The castle's curtain walls follow much of the edge of the raised peninsula with its continuous precipitous and mainly vertical drop into the rivulets on either side. The courtyard is fairly level and was divided into an inner and outer bailey. At the western end of the site a deep ditch crossed by a drawbridge with a gatehouse helped defend the ground level access off what is now a narrow country lane, some traces of this ditch survive. On the north-eastern side is a prominent stone lined well (take care if visiting), slop shoot or garderobe gives access to the Burnbank Burn gorge and shows evidence of having been reduced in size as some stage for defensive reasons (See photograph). This feature may have once been a postern gate with steps down. Two or possibly three 16th-century wide-mouthed gun loops can still be seen in the courtyard wall. The thickness of these curtain walls suggests a 13th-century date.

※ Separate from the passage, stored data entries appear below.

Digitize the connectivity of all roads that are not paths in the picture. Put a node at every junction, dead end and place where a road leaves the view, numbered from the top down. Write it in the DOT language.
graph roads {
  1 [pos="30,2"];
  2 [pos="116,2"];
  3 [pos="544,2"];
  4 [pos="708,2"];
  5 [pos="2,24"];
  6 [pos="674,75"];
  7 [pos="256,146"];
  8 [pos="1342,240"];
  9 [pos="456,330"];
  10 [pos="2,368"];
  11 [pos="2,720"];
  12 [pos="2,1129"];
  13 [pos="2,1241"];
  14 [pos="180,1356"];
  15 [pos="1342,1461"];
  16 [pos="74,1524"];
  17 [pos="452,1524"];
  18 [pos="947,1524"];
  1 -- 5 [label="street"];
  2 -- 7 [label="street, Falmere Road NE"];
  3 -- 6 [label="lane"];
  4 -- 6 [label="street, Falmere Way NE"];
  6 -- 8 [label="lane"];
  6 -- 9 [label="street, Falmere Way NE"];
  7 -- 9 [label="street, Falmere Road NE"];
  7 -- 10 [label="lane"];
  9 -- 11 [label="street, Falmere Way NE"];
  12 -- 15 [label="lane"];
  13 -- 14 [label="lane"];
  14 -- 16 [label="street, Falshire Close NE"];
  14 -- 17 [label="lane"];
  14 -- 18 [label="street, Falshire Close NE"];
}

On the south-eastern side, overlooking the deep Blacketty Burn gorge, is a rocky outcrop that stands circa 20 ft above the courtyard floor with visible masonry foundations and this was the site of the keep, possibly a later structure of 14th or 15th century date, however too little remains to validate this. The main entrance and gatehouse was at the north-western angle and two postern gates also existed, one at the northern end that was accessed via steps from the courtyard and the other at the eastern end leading to the end of the peninsula. At the north-west are the likely remains of a window associated with a lean to structure. The name 'Duchal' imay translate as 'Two Rivers'.

==The Covenant==
The Porterfields were supporters of the Covenanters and eventually suffered by forfeiture and imprisonment in 1684, the laird becoming known as Melfort's Martyr. Lord Melfort had pursued the case against the Porterfields with great vigour and he was granted the family estates which he held for a short time before they were returned and he fled the country. Before 'Duchal' was arrested and tried an incident took place where two of Melfort's spies came to Duchal and pretended to be fellow Covenanters in need of food and shelter which they were duly given, however Lady Duchal suspected them and had them watched, upon which it was observed that they did not say grace before eating. Lady Duchal informed her husband who had them seized, bound and severely whipped before placing them in an old vault where they lay until an officer collected them.

==Duchal House==
Duchal House was built to the east of the castle (NS353680) by the Porterfields in 1710 and as was the custom much of the carved stone, etc. was robbed and used in the new building. Duchal House is still occupied and despite various additions the present structure may incorporate part of the 1710 building.